For a man who started life
as one of three brothers in a struggling Jewish
refugee family in London's East End and who
claims never to have had any ambition, Sir Lew
Grade has not done too badly.
Millionaire, international
business tycoon, a Knight of the Realm (for
services to export) and unchallenged king of
the showbiz world are titles he has earned -
not inherited - by such sheer hard work and
long hours of non-stop activity that the mind
is left boggling.
Most heads of big business -
Sir Lew is chief executive of the multi-million
pound Associated Television Corporation, which
embraces films, theatres, property development,
"canned" music, gramophone records and
theatrical costumes as well as the Midlands ITV
company, ATV Network Ltd. - take advantage of
their position, possibly with some
justification, by not arriving at the office
until 10a.m., having a two-hour-plus lunch
break and being away from the bustle of central
London before the rush hour.
Not so Sir Lew. He is
usually half-way through his mail in his
spacious office in ATV House, Great Cumberland
Place, London before even the cleaners
arrive for the morning dust-round.
And often as not he is still
on the phone - possibly clinching another
export deal with Japan, Denmark, Mexico or
America (or all four!) - long after the last of
the junior staff have packed into the homeward
bound tubes and commuter trains.
Nor is it unknown for people
high in the business world to be something less
than friendly and approachable. Yet Sir Lew is
recognised even by his rivals - I don't think
he has a real enemy in the world - as a fair
and very human person, who can be approached
direct by the lowliest office boy and asked for
a rise. And get it.
This friendliness is part of
the secret of his success, for he is as much of
a showman as a showbiz-man. When he smiles, his
eyes twinkling in a chubby, round face, pushes
a ten-inch long cigar - his "trade mark" - into
your top pocket and, in almost a caricature of
his race, spreads his hands wide and says: "My
boy - for me, you'll do it, won't you?" it
takes a very hard-hearted person to say
"No."
It is this persuasiveness,
backed by an unbroken record of promises
fulfilled, that has helped him to sell millions
of dollars worth of programmes around the world
and earn his company two Queen's Awards for
export and himself a knighthood.
When he says a programme
will be good, it usually is. As he would put
it, with disarming immodesty: "As an agent,
no-one ever questioned my judgment. If I said
it was great, they accepted it. I was usually
right."
This trust in his judgments
and promises, built up over the years since
those days when he was just another agent in
the showbusiness jungle, has grown to such a
pitch that he can even sell programmes that, at
the time the contracts are signed, are not even
on the drawing board.
He has the confidence of the
rich and successful - but it is an innate
confidence, not born of his position and
wealth.

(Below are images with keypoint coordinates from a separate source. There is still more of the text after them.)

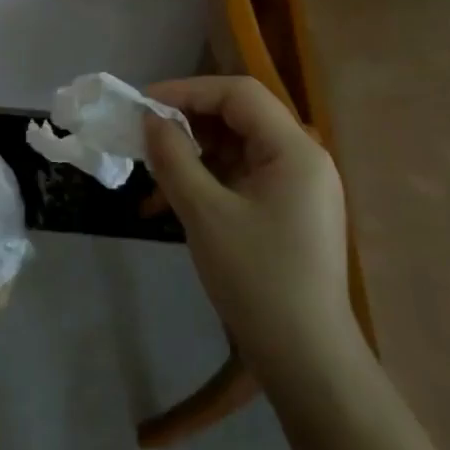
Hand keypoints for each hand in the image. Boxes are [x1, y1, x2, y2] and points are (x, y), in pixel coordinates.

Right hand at [142, 76, 357, 373]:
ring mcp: (298, 187)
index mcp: (294, 150)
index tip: (143, 105)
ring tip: (151, 180)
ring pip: (236, 150)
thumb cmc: (256, 278)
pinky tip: (170, 205)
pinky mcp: (288, 212)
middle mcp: (303, 159)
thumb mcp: (205, 213)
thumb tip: (150, 120)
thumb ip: (174, 158)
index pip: (238, 93)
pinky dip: (207, 183)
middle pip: (238, 118)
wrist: (306, 358)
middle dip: (186, 126)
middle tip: (143, 140)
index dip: (187, 91)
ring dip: (192, 158)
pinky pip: (242, 179)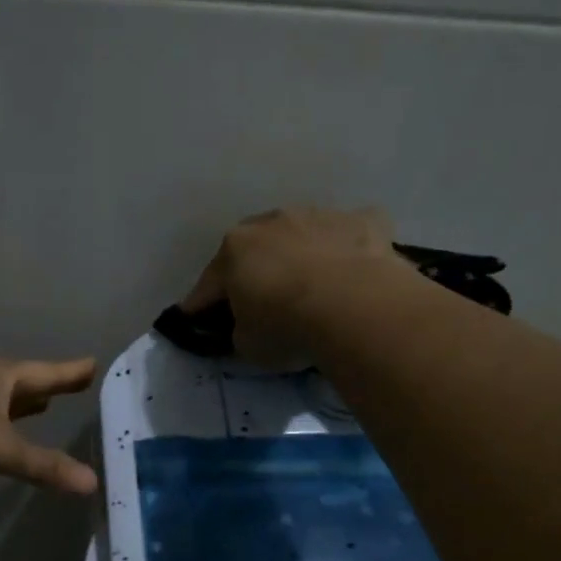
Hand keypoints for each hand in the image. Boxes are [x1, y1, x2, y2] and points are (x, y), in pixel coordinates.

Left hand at [0, 353, 98, 494]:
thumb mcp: (1, 451)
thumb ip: (44, 466)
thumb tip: (91, 482)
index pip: (45, 373)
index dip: (71, 373)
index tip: (93, 364)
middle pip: (22, 380)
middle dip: (46, 386)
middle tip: (72, 384)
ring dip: (20, 400)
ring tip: (41, 405)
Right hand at [181, 207, 401, 367]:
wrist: (356, 307)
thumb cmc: (287, 327)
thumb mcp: (248, 345)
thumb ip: (240, 330)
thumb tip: (248, 324)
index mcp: (234, 249)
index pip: (209, 283)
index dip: (201, 304)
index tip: (196, 319)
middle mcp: (272, 221)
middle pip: (256, 249)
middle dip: (254, 270)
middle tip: (261, 299)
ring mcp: (319, 215)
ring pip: (303, 236)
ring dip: (302, 255)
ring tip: (314, 286)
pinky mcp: (364, 219)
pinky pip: (350, 234)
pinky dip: (348, 250)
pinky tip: (356, 271)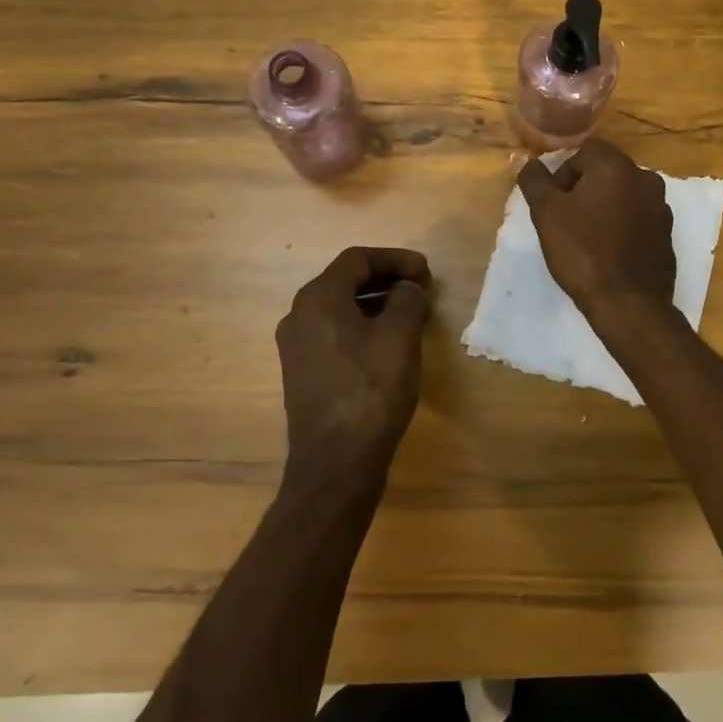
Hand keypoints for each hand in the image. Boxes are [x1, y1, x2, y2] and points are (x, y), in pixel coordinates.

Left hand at [275, 247, 432, 491]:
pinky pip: (335, 333)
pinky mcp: (303, 372)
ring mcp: (296, 346)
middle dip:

And he is certainly the only
millionaire I can believe when he says he would
do what he does for nothing and start again
from scratch if his empire collapsed.
There is, of course, a tough
side to Sir Lew - the toughness that enables
him to survive and succeed as a business man in
the entertainment jungle. It is rarely seen
outside the boardroom or away from the
negotiating table; and, when it is, it is in
response to the one criticism he will react to
angrily: that he serves up in TV programme
terms only what the public wants.
"Of course I do," he says.
"But what is wrong with that? I know what the
public want - they want to be entertained. And
that is what I am trying to do."
|
Sir Lew (above) is probably
the best known man in show business. He started
in the theatre as a dancer, and then went into
artists' management. After the war he booked
many English and Continental acts for American
television, and then formed the Incorporated
Television Company to produce filmed shows
suitable for international audiences. This
company is now a subsidiary of ATV Corporation.
His massive achievements in the export field
have twice won for Associated Television
Corporation the Queen's Award to Industry.